The orders — yes, they were growing larger. The Southern salesmen took him out to dinner sometimes. But he was shy of them. They were so knowing and had so many smoking-room stories. He still had not found the friends he desired.
Miggleton’s restaurant, on Forty-second Street, was a romantic discovery. Though it had “popular prices”— plain omelet, fifteen cents — it had red and green bracket lights, mission-style tables, and music played by a sparrowlike pianist and a violinist. Mr. Wrenn never really heard the music, but while it was quavering he had a happier appreciation of the Silk–Hat-Harry humorous pictures in the Journal, which he always propped up against an oil-cruet. [That never caused him inconvenience; he had no convictions in regard to salads.] He would drop the paper to look out of the window at the Lazydays Improvement Company’s electric sign, showing gardens of paradise on the instalment plan, and dream of — well, he hadn’t the slightest idea what — something distant and deliciously likely to become intimate. Once or twice he knew that he was visioning the girl in soft brown whom he would “go home to,” and who, in a Lazydays suburban residence, would play just such music for him and the friends who lived near by. She would be as clever as Istra, but “oh, more so’s you can go regular places with her.” . . . Often he got good ideas about letters South, to be jotted down on envelope backs, from that music.
At last comes the historic match-box incident.
On that October evening in 1910 he dined early at Miggleton’s. The thirty-cent table d’hote was perfect. The cream-of-corn soup was, he went so far as to remark to the waitress, “simply slick”; the Waldorf salad had two whole walnuts in his portion alone.
The fat man with the white waistcoat, whom he had often noted as dining in this same corner of the restaurant, smiled at him and said “Pleasant evening” as he sat down opposite Mr. Wrenn and smoothed the two sleek bangs which decorated the front of his nearly bald head.
The music included a “potpourri of airs from ‘The Merry Widow,’” which set his foot tapping. All the while he was conscious that he’d made the Seattle Novelty and Stationery Corner Store come through with a five-hundred-dollar order on one of his letters.
The Journal contained an editorial essay on “Friendship” which would have been, and was, a credit to Cicero.
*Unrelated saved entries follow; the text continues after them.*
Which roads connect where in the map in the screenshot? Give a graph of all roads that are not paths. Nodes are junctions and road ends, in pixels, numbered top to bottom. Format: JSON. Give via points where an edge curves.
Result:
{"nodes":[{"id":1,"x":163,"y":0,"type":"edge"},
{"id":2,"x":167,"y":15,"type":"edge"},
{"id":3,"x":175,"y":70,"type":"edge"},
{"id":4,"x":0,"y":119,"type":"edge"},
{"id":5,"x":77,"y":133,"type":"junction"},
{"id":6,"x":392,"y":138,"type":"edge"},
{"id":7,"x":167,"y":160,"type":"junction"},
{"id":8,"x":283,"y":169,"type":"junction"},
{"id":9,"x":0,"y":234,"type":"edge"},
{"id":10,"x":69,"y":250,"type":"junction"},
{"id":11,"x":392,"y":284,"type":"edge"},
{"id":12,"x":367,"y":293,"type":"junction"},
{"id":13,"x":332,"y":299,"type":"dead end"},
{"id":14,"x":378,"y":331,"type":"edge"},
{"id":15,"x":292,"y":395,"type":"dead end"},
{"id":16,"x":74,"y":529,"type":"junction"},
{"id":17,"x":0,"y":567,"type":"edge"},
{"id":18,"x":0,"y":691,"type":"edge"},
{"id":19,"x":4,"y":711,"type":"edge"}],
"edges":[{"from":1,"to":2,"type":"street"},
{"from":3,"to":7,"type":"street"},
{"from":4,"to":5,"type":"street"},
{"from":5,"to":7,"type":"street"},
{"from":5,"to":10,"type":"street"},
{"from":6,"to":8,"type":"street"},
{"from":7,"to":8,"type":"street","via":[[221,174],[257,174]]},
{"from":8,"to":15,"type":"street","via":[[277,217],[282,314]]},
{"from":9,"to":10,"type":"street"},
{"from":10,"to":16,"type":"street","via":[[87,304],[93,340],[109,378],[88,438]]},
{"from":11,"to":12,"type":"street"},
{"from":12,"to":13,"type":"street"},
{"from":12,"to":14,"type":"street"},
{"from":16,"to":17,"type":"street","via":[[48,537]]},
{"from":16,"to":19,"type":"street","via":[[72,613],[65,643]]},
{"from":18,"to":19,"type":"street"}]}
He laid down the paper, stirred his large cup of coffee, and stared at the mother-of-pearl buttons on the waistcoat of the fat man, who was now gulping down soup, opposite him. “My land!” he was thinking, “friendship! I ain’t even begun to make all those friends I was going to. Haven’t done a thing. Oh, I will; I must!”
“Nice night,” said the fat man.
“Yuh — it sure is,” brightly agreed Mr. Wrenn.
“Reg’lar Indian–Summer weather.”
“Yes, isn’t it! I feel like taking a walk on Riverside Drive — b’lieve I will.”
“Wish I had time. But I gotta get down to the store — cigar-store. I’m on nights, three times a week.”
“Yuh. I’ve seen you here most every time I eat early,” Mr. Wrenn purred.
“Yuh. The rest of the time I eat at the boarding-house.”
Silence. But Mr. Wrenn was fighting for things to say, means of approach, for the chance to become acquainted with a new person, for all the friendly human ways he had desired in nights of loneliness.
“Wonder when they’ll get the Grand Central done?” asked the fat man.
“I s’pose it’ll take quite a few years,” said Mr. Wrenn, conversationally.
“Yuh. I s’pose it will.”
Silence.
Mr. Wrenn sat trying to think of something else to say. Lonely people in city restaurants simply do not get acquainted. Yet he did manage to observe, “Great building that’ll be,” in the friendliest manner.
Silence.
Then the fat man went on:
“Wonder what Wolgast will do in his mill? Don’t believe he can stand up.”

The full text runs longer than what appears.